Show Abstract | Download Original | Original Source | Check in Google Scholar | DOI: 10.21609/jiki.v18i2.1539

Abstract

The Earthquake Early Warning System (EEWS) plays a pivotal role in mitigating structural damage and minimizing casualties by issuing alerts prior to the arrival of destructive seismic waves (S-waves), through the detection of the earlier and faster P-waves.
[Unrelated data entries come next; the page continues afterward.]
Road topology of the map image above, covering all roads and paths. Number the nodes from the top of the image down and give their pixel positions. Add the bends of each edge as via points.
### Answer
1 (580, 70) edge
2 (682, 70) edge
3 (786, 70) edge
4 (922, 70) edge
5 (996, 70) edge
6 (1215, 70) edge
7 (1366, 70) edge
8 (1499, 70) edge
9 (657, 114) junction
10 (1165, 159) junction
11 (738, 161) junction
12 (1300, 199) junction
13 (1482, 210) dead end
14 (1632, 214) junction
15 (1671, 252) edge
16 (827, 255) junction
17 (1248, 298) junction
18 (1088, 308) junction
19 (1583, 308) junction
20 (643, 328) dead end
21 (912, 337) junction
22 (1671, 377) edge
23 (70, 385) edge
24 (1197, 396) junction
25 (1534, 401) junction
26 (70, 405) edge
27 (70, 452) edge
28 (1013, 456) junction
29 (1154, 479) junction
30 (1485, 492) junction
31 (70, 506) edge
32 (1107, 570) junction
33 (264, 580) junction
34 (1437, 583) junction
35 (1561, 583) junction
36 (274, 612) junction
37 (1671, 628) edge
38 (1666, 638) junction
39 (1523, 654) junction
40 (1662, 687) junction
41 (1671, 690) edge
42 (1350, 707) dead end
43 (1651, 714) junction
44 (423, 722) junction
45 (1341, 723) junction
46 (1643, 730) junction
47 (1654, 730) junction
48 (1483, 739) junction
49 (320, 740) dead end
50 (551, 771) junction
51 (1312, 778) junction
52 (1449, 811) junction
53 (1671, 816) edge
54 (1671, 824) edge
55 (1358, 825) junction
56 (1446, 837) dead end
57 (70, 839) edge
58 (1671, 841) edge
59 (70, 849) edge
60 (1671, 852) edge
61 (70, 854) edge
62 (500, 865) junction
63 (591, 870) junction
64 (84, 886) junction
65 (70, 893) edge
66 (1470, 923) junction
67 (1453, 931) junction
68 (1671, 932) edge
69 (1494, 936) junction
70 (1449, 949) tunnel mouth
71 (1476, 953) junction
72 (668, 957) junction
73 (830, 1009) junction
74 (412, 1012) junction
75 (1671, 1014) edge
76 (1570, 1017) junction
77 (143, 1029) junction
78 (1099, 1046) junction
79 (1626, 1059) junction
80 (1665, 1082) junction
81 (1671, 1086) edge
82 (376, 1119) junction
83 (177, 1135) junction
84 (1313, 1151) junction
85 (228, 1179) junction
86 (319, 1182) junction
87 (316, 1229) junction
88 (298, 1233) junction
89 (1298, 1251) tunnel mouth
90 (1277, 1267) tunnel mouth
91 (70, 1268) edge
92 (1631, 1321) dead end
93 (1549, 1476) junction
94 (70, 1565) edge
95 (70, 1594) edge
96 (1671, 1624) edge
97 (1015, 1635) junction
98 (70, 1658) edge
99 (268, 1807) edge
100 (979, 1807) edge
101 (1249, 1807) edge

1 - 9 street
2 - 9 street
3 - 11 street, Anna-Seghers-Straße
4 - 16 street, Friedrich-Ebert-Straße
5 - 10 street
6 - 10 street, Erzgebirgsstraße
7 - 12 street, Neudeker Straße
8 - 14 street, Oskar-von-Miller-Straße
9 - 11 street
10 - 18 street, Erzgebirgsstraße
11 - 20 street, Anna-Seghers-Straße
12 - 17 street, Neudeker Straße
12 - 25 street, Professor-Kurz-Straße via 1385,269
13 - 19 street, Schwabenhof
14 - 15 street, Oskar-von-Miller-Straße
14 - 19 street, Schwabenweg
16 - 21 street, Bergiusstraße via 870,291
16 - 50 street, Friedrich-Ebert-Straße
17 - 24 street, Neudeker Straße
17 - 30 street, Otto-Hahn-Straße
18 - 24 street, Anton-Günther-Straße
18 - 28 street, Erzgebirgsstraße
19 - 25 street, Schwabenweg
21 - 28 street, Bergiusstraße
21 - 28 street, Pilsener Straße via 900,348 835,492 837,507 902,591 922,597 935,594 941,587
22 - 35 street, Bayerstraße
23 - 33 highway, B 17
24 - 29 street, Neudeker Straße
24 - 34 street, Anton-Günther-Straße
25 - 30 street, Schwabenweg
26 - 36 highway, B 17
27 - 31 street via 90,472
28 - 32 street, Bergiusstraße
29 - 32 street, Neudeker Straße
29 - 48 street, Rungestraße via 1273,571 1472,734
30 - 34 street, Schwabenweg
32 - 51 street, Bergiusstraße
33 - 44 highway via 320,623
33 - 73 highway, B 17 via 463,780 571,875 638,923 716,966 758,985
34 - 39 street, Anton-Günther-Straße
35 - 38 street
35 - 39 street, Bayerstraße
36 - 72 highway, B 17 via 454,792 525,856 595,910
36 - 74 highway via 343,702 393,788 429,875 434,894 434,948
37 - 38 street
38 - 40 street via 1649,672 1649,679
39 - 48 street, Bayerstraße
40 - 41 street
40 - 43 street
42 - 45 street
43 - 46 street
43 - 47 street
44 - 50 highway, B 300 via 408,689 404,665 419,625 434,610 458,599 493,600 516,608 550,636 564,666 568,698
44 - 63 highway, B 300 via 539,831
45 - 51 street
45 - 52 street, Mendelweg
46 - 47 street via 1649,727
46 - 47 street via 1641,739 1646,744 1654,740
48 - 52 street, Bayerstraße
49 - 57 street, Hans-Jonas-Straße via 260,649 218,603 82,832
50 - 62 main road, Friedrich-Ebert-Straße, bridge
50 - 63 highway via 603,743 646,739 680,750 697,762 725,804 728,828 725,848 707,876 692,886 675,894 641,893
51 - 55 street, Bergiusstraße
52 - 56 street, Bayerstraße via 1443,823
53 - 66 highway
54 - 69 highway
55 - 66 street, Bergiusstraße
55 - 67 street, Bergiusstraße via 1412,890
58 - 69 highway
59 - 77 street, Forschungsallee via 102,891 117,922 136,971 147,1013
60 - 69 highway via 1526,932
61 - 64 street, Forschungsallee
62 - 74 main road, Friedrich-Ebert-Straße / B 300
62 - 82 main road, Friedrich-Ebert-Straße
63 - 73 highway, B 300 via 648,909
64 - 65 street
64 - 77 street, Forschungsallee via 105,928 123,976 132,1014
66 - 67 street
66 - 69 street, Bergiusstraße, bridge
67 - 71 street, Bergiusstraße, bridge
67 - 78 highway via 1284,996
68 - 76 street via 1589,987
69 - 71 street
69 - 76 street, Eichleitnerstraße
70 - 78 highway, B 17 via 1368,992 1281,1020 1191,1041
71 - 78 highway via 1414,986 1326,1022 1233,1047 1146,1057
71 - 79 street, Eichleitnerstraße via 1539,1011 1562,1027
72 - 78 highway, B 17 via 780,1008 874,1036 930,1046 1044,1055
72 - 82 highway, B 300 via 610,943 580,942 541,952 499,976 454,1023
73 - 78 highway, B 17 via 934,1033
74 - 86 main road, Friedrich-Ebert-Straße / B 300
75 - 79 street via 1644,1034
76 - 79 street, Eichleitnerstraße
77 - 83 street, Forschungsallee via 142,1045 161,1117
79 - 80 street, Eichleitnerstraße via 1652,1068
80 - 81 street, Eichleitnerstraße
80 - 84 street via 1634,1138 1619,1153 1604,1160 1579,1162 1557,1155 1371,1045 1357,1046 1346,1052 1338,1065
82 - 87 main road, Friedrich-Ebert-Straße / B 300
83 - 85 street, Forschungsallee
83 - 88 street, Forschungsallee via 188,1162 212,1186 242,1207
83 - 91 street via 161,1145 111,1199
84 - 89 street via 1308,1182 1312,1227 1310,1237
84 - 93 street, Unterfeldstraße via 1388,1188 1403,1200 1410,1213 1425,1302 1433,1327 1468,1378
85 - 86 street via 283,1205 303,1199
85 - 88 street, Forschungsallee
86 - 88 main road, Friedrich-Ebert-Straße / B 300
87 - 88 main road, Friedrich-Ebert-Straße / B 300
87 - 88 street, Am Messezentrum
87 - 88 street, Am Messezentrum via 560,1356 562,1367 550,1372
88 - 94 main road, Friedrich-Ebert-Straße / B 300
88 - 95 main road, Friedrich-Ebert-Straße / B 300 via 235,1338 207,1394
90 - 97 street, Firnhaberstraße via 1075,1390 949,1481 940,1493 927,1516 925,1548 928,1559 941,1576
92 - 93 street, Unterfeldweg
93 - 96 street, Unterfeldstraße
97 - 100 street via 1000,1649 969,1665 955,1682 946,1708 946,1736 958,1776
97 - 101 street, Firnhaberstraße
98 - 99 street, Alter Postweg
The operational effectiveness of EEWS depends not only on the accuracy of its predictive algorithms but also on the efficiency of the underlying data storage and management infrastructure. This study presents a comparative evaluation of three data storage approaches i.e. MongoDB, MongoDB with sharding, and InfluxDB, as well as the MiniSEED (mseed) binary format, with a focus on their performance in managing real-time seismic prediction data. Benchmarking was conducted based on two key metrics: Input/Output Operations Per Second (IOPS) and data throughput. The results indicate that both MongoDB and InfluxDB offer strong performance in high-ingestion scenarios, with MongoDB demonstrating higher IOPS, while InfluxDB exhibits better scalability and consistency as data volume increases. Conversely, the mseed format achieves exceptionally high throughput due to its flat-file structure but lacks the responsiveness and query capabilities required for real-time analytics. These findings suggest that MongoDB and InfluxDB are well-suited for integration into scalable EEWS infrastructures, offering a balance between performance and flexibility. Future work will extend this evaluation to larger-scale datasets and alternative architectures such as data lake systems to improve disaster response readiness.